Bicubic and bilinear downscaling

From the beginning BILINEAR and BICUBIC filters were based on affine transformations and used a fixed number of pixels from the source image for every destination pixel (2x2 pixels for BILINEAR and 4x4 for BICUBIC). This gave an unsatisfactory result for downscaling. At the same time, a high quality convolutions-based algorithm with flexible kernel was used for ANTIALIAS filter.

Starting from Pillow 2.7.0, a high quality convolutions-based algorithm is used for all of these three filters.

If you have previously used any tricks to maintain quality when downscaling with BILINEAR and BICUBIC filters (for example, reducing within several steps), they are unnecessary now.

Antialias renamed to Lanczos

A new PIL.Image.LANCZOS constant was added instead of ANTIALIAS.

When ANTIALIAS was initially added, it was the only high-quality filter based on convolutions.
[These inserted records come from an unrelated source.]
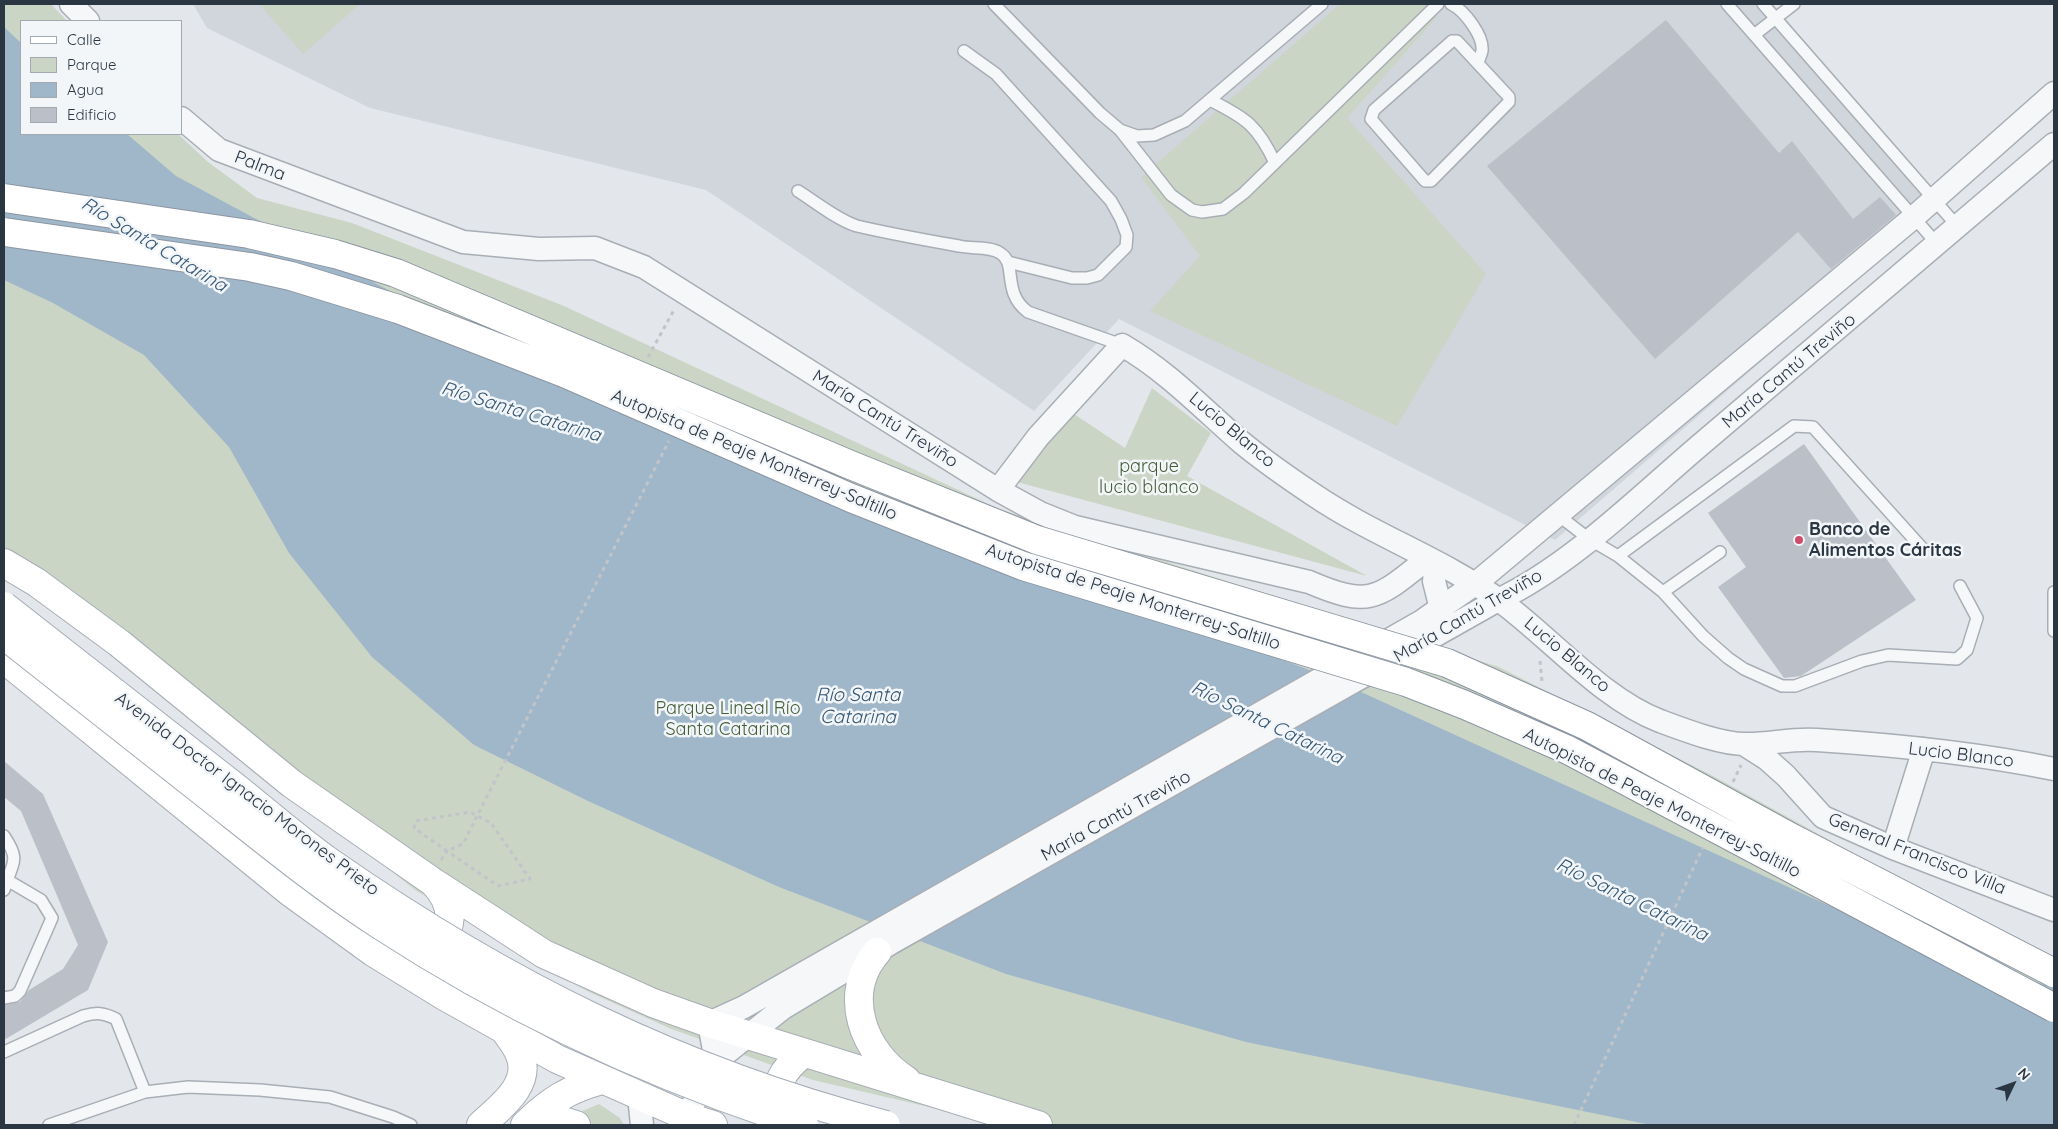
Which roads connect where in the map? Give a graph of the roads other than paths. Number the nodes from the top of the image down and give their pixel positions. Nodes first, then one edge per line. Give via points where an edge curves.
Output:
1 (71, 4) edge
2 (994, 4) edge
3 (1322, 4) edge
4 (1438, 4) edge
5 (1451, 4) edge
6 (1727, 4) edge
7 (1763, 4) edge
8 (1794, 4) edge
9 (1776, 18) junction
10 (87, 20) edge
11 (1754, 35) junction
12 (964, 51) dead end
13 (1478, 62) junction
14 (2054, 93) edge
15 (1210, 100) junction
16 (182, 119) edge
17 (1120, 130) junction
18 (2054, 144) edge
19 (1275, 163) junction
20 (798, 190) dead end
21 (4, 198) edge
22 (348, 199) joint
23 (1934, 200) junction
24 (1914, 217) junction
25 (1958, 228) junction
26 (4, 232) edge
27 (1938, 245) junction
28 (1008, 262) junction
29 (1122, 345) junction
30 (998, 490) junction
31 (1558, 515) junction
32 (1589, 539) junction
33 (1922, 548) dead end
34 (1720, 552) dead end
35 (1618, 556) junction
36 (1427, 559) junction
37 (4, 563) edge
38 (1475, 584) junction
39 (1960, 586) dead end
40 (1663, 592) junction
41 (2054, 592) edge
42 (1498, 600) junction
43 (4, 606) edge
44 (1441, 609) junction
45 (1427, 629) junction
46 (2054, 631) edge
47 (4, 635) edge
48 (4, 659) edge
49 (1924, 749) junction
50 (1744, 753) junction
51 (2054, 769) edge
52 (4, 836) edge
53 (1893, 848) junction
54 (430, 880) junction
55 (5, 885) edge
56 (2054, 910) edge
57 (875, 945) junction
58 (373, 952) junction
59 (544, 954) junction
60 (2054, 973) edge
61 (4, 998) edge
62 (2054, 1008) edge
63 (709, 1023) junction
64 (502, 1027) junction
65 (747, 1035) junction
66 (4, 1052) edge
67 (804, 1053) junction
68 (716, 1061) junction
69 (602, 1080) junction
70 (920, 1089) junction
71 (145, 1092) junction
72 (639, 1096) junction
73 (531, 1119) edge
74 (685, 1121) edge
75 (50, 1125) edge
76 (410, 1125) edge
77 (481, 1125) edge
78 (576, 1125) edge
79 (642, 1125) edge
80 (713, 1125) edge
81 (780, 1125) edge
82 (804, 1125) edge
83 (886, 1125) edge
84 (1038, 1125) edge

1 - 10 street
2 - 17 lane
3 - 15 lane
4 - 19 lane
5 - 13 lane via 1469,19 1480,40 1482,49
6 - 11 lane
7 - 9 lane
8 - 9 lane
9 - 11 lane
9 - 23 lane
11 - 24 lane
12 - 28 lane via 996,74 1111,201 1127,235 1126,247 1111,264 1098,275 1087,278 1072,278
13 - 13 lane via 1457,41 1452,41 1374,110 1372,119 1425,181 1431,181 1510,102
14 - 23 street, María Cantú Treviño
15 - 17 lane via 1170,130 1138,136
15 - 19 lane via 1239,115 1252,126 1264,140
16 - 22 street, Palma via 219,150
17 - 19 lane via 1171,195 1192,210 1223,209
18 - 25 street, María Cantú Treviño
20 - 28 lane via 855,225 961,247 998,251
21 - 60 main road, Autopista de Peaje Monterrey-Saltillo, bridge via 249,234 396,272 1028,537 1447,663 1587,726 1792,838
22 - 30 street, María Cantú Treviño via 463,242 539,249 595,248 644,267
23 - 24 street, María Cantú Treviño
23 - 25 lane
24 - 27 lane
24 - 31 street, María Cantú Treviño
25 - 27 street, María Cantú Treviño
26 - 62 main road, Autopista de Peaje Monterrey-Saltillo, bridge via 250,266 398,309 564,373 851,498 1023,566 1415,685 1568,750
27 - 32 street, María Cantú Treviño
28 - 29 lane via 1013,297 1028,312
29 - 30 street via 1038,436
29 - 36 street, Lucio Blanco via 1166,374 1243,444 1279,470 1358,522
30 - 36 street, María Cantú Treviño via 1040,514 1075,527 1308,582 1367,587
31 - 32 lane
31 - 38 street, María Cantú Treviño
32 - 35 lane
32 - 42 street, María Cantú Treviño via 1525,587
33 - 35 lane via 1813,427 1794,426
34 - 40 lane
35 - 40 lane
36 - 38 street, Lucio Blanco
36 - 44 street, María Cantú Treviño
37 - 54 main road via 36,582 119,643 292,784
38 - 42 street, Lucio Blanco
38 - 44 street, María Cantú Treviño
39 - 40 lane via 1977,618 1967,650 1957,659 1888,655 1862,661 1795,686 1782,686 1728,658
41 - 46 lane
42 - 45 street, María Cantú Treviño
42 - 50 street, Lucio Blanco via 1621,701 1660,721
43 - 83 main road, Avenida Doctor Ignacio Morones Prieto, bridge via 328,861 478,958 604,1025 698,1065 791,1098
44 - 45 street, María Cantú Treviño
45 - 57 street, María Cantú Treviño, bridge
45 - 57 street, María Cantú Treviño, bridge
47 - 82 main road, Avenida Doctor Ignacio Morones Prieto, bridge via 294,864 379,924 445,965 550,1023 626,1059
48 - 58 main road via 283,886
49 - 50 street, Lucio Blanco via 1808,739
49 - 51 street, Lucio Blanco via 2004,758
49 - 53 street
50 - 53 street, General Francisco Villa via 1767,759 1823,816
52 - 55 lane via 15,862
53 - 56 street, General Francisco Villa
54 - 58 main road via 444,894 449,907 450,922 445,935 435,946 422,952
54 - 59 main road
55 - 61 lane via 41,900 52,918 20,991 15,996
57 - 63 street
57 - 65 street
57 - 70 main road via 862,977 861,1021 872,1048 881,1060
58 - 64 main road
59 - 63 main road via 653,1003
59 - 64 main road via 514,960 494,978 492,1001
63 - 65 main road
63 - 68 street
64 - 69 main road
64 - 77 main road via 520,1054 523,1076 518,1087
65 - 67 main road
65 - 68 street
66 - 71 lane via 83,1016 104,1013 116,1019
67 - 70 main road
67 - 81 main road via 790,1064 780,1079 775,1096
68 - 74 street
69 - 72 main road
69 - 73 main road via 557,1097
70 - 84 main road
71 - 75 lane
71 - 76 lane via 188,1087 330,1097
72 - 74 main road
72 - 79 street
73 - 78 main road
74 - 80 main road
It’s name was supposed to reflect this. Starting from Pillow 2.7.0 all resize method are based on convolutions. All of them are antialias from now on. And the real name of the ANTIALIAS filter is Lanczos filter.

The ANTIALIAS constant is left for backward compatibility and is an alias for LANCZOS.

Lanczos upscaling quality

The image upscaling quality with LANCZOS filter was almost the same as BILINEAR due to bug. This has been fixed.

Bicubic upscaling quality

The BICUBIC filter for affine transformations produced sharp, slightly pixelated image for upscaling. Bicubic for convolutions is more soft.

Resize performance

In most cases, convolution is more a expensive algorithm for downscaling because it takes into account all the pixels of source image. Therefore BILINEAR and BICUBIC filters’ performance can be lower than before. On the other hand the quality of BILINEAR and BICUBIC was close to NEAREST. So if such quality is suitable for your tasks you can switch to NEAREST filter for downscaling, which will give a huge improvement in performance.

At the same time performance of convolution resampling for downscaling has been improved by around a factor of two compared to the previous version. The upscaling performance of the LANCZOS filter has remained the same. For BILINEAR filter it has improved by 1.5 times and for BICUBIC by four times.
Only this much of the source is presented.